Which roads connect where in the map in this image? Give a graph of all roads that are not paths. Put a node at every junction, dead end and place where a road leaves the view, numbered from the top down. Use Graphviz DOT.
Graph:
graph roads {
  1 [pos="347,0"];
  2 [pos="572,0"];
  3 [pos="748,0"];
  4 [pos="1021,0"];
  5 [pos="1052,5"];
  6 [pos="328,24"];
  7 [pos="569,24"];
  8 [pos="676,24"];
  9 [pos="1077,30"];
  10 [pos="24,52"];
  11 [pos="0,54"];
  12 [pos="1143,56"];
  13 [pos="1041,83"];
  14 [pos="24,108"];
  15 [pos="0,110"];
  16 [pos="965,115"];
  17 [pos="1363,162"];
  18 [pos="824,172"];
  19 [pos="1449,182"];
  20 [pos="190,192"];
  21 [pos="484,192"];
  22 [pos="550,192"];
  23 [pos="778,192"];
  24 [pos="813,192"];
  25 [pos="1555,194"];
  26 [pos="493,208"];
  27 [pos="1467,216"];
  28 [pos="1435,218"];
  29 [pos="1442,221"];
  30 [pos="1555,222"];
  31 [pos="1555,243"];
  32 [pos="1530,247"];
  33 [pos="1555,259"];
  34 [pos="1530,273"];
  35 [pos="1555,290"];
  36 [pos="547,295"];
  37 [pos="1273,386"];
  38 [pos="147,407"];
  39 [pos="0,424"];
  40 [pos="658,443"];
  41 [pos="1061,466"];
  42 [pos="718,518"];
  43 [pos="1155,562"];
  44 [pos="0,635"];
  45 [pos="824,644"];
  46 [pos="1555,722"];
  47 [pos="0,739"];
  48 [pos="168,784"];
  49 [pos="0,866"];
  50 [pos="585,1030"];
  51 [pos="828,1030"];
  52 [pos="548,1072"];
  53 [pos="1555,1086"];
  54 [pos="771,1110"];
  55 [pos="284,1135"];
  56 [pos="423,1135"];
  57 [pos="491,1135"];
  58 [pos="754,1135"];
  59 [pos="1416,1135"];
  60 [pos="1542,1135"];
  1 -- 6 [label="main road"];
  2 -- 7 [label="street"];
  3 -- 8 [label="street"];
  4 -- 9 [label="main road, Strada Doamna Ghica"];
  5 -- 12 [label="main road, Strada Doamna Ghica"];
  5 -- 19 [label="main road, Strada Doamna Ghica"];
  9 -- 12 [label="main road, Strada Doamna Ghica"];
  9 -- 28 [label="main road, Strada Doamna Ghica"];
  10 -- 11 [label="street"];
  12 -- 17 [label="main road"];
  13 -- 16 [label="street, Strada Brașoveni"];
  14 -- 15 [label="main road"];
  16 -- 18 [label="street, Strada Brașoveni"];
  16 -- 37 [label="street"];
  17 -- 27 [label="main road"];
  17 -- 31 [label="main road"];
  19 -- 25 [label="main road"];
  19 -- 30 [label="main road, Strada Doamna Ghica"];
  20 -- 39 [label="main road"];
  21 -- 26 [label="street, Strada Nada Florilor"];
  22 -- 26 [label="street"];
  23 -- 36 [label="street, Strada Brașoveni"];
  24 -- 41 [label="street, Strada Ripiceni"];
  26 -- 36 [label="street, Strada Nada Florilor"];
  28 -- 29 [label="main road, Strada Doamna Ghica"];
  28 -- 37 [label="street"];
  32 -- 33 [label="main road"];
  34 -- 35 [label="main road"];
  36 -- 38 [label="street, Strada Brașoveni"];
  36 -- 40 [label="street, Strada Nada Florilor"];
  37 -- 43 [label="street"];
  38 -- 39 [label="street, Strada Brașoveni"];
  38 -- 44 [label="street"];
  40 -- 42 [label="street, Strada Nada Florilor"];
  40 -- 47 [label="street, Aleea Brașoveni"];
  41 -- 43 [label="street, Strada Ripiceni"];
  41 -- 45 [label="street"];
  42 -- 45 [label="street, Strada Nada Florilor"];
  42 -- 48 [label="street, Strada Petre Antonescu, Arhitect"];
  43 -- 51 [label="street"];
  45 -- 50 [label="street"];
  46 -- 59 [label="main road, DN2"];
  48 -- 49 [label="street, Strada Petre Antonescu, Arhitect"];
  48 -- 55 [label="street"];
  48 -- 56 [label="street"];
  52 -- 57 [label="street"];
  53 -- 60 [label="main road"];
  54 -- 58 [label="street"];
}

# Required action
Go through the entries and repeat each one exactly.

# Response to this task
Which roads connect where in the map in this image? Give a graph of all roads that are not paths. Put a node at every junction, dead end and place where a road leaves the view, numbered from the top down. Use Graphviz DOT.
Graph:
graph roads {
  1 [pos="347,0"];
  2 [pos="572,0"];
  3 [pos="748,0"];
  4 [pos="1021,0"];
  5 [pos="1052,5"];
  6 [pos="328,24"];
  7 [pos="569,24"];
  8 [pos="676,24"];
  9 [pos="1077,30"];
  10 [pos="24,52"];
  11 [pos="0,54"];
  12 [pos="1143,56"];
  13 [pos="1041,83"];
  14 [pos="24,108"];
  15 [pos="0,110"];
  16 [pos="965,115"];
  17 [pos="1363,162"];
  18 [pos="824,172"];
  19 [pos="1449,182"];
  20 [pos="190,192"];
  21 [pos="484,192"];
  22 [pos="550,192"];
  23 [pos="778,192"];
  24 [pos="813,192"];
  25 [pos="1555,194"];
  26 [pos="493,208"];
  27 [pos="1467,216"];
  28 [pos="1435,218"];
  29 [pos="1442,221"];
  30 [pos="1555,222"];
  31 [pos="1555,243"];
  32 [pos="1530,247"];
  33 [pos="1555,259"];
  34 [pos="1530,273"];
  35 [pos="1555,290"];
  36 [pos="547,295"];
  37 [pos="1273,386"];
  38 [pos="147,407"];
  39 [pos="0,424"];
  40 [pos="658,443"];
  41 [pos="1061,466"];
  42 [pos="718,518"];
  43 [pos="1155,562"];
  44 [pos="0,635"];
  45 [pos="824,644"];
  46 [pos="1555,722"];
  47 [pos="0,739"];
  48 [pos="168,784"];
  49 [pos="0,866"];
  50 [pos="585,1030"];
  51 [pos="828,1030"];
  52 [pos="548,1072"];
  53 [pos="1555,1086"];
  54 [pos="771,1110"];
  55 [pos="284,1135"];
  56 [pos="423,1135"];
  57 [pos="491,1135"];
  58 [pos="754,1135"];
  59 [pos="1416,1135"];
  60 [pos="1542,1135"];
  1 -- 6 [label="main road"];
  2 -- 7 [label="street"];
  3 -- 8 [label="street"];
  4 -- 9 [label="main road, Strada Doamna Ghica"];
  5 -- 12 [label="main road, Strada Doamna Ghica"];
  5 -- 19 [label="main road, Strada Doamna Ghica"];
  9 -- 12 [label="main road, Strada Doamna Ghica"];
  9 -- 28 [label="main road, Strada Doamna Ghica"];
  10 -- 11 [label="street"];
  12 -- 17 [label="main road"];
  13 -- 16 [label="street, Strada Brașoveni"];
  14 -- 15 [label="main road"];
  16 -- 18 [label="street, Strada Brașoveni"];
  16 -- 37 [label="street"];
  17 -- 27 [label="main road"];
  17 -- 31 [label="main road"];
  19 -- 25 [label="main road"];
  19 -- 30 [label="main road, Strada Doamna Ghica"];
  20 -- 39 [label="main road"];
  21 -- 26 [label="street, Strada Nada Florilor"];
  22 -- 26 [label="street"];
  23 -- 36 [label="street, Strada Brașoveni"];
  24 -- 41 [label="street, Strada Ripiceni"];
  26 -- 36 [label="street, Strada Nada Florilor"];
  28 -- 29 [label="main road, Strada Doamna Ghica"];
  28 -- 37 [label="street"];
  32 -- 33 [label="main road"];
  34 -- 35 [label="main road"];
  36 -- 38 [label="street, Strada Brașoveni"];
  36 -- 40 [label="street, Strada Nada Florilor"];
  37 -- 43 [label="street"];
  38 -- 39 [label="street, Strada Brașoveni"];
  38 -- 44 [label="street"];
  40 -- 42 [label="street, Strada Nada Florilor"];
  40 -- 47 [label="street, Aleea Brașoveni"];
  41 -- 43 [label="street, Strada Ripiceni"];
  41 -- 45 [label="street"];
  42 -- 45 [label="street, Strada Nada Florilor"];
  42 -- 48 [label="street, Strada Petre Antonescu, Arhitect"];
  43 -- 51 [label="street"];
  45 -- 50 [label="street"];
  46 -- 59 [label="main road, DN2"];
  48 -- 49 [label="street, Strada Petre Antonescu, Arhitect"];
  48 -- 55 [label="street"];
  48 -- 56 [label="street"];
  52 -- 57 [label="street"];
  53 -- 60 [label="main road"];
  54 -- 58 [label="street"];
}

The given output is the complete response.